Clinical results to date
Few patients have been treated to date. Ritchie et al treated 4 patients with AML using autologous, retrovirally transduced second-generation T cells re-directed to the tumor antigen Lewis Y. The patients received up to 1.3x109 total cells with a transduction efficiency ranging from 14%–38%. Using radiolabelled T cells they demonstrated trafficking to the bone marrow. In a patient with leukemia cutis they demonstrated CAR T-cell infiltration of sites of disease. Of 3 patients treated in cytogenetic measurable residual disease 1 had stable disease and progressed at 49 days, 1 had stable disease and progressed at 23 months after infusion, and 1 had a transient cytogenetic remission and progressed at 5 months.

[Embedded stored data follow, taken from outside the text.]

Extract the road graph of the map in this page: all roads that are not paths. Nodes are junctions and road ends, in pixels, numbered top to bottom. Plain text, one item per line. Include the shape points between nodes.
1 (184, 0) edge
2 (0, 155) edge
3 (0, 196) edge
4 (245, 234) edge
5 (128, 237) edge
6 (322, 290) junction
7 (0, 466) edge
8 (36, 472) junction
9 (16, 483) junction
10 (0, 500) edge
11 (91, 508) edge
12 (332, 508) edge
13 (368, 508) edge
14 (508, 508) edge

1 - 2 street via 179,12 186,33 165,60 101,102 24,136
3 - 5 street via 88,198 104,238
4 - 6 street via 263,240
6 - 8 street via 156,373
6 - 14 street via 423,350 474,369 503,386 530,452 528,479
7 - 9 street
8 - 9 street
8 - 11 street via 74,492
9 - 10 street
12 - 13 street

The 1 patient who was treated in morphologic active disease (70% marrow blasts) experienced fever and rigors, a transient flare in the skin, and transient reduction in blast count [25]. Wang et al reported 1 patient treated with approximately 4x108 anti-CD33 CART cells who experienced cytokine release syndrome, moderate hepatotoxicity, and transient reduction in marrow blasts [26]. The same group reported in abstract form a single case treated with anti-CD123 CART cells, showing likely cytokine release syndrome but there was no clear anti-leukemic effect.
Current clinical trials
Unlike the profusion of clinical trials for B-cell malignancies, many fewer groups are attempting CART cell therapy for AML. CD123 is being targeted using a lentiviral approach by the City of Hope (NCT02159495) and using a transient mRNA-based approach by the University of Pennsylvania (NCT02623582). The Dana-Farber Cancer Institute has an NKG2D-based CAR trial for myeloid malignancies and multiple myeloma (NCT02203825). The Beijing group has an open anti-CD33 CAR trial (NCT01864902). The relative dearth of clinical trials stands in stark contrast to the relative incidence of AML and ALL (at least in adults) and highlights the challenges faced by investigators in the field, as highlighted in this brief review.
Summary
At present, there is no compelling case for an AML-specific cell surface antigen that can be safely used in order to unleash the power of CART cells. The apparent tolerability of targeting CD33 and CD123 using antibody-based approaches cannot be extrapolated to the CART cell arena due to the higher activity of the latter technology. Furthermore, infused CART cells must persist long-term to ensure eradication of the last leukemic cell and in order to ensure immunosurveillance against relapse. However, long-term persistence of myeloid-directed CART cells is likely incompatible with normal myelopoiesis, likely rendering the patient aplastic. Current clinical trials rely on transient CART activity or on the ability to deplete CART cells using clinically available monoclonal antibodies, with the plan to rescue hematopoiesis with an allogeneic HCT. Results from these trials and accumulating data from the CART-19 studies will inform future progress on CART cells and other potent immunotherapies for AML.
Footnotes
Conflict of interest:
Saar Gill receives research funding from Novartis and has intellectual property with the University of Pennsylvania and Novartis related to chimeric antigen receptor T cell therapy.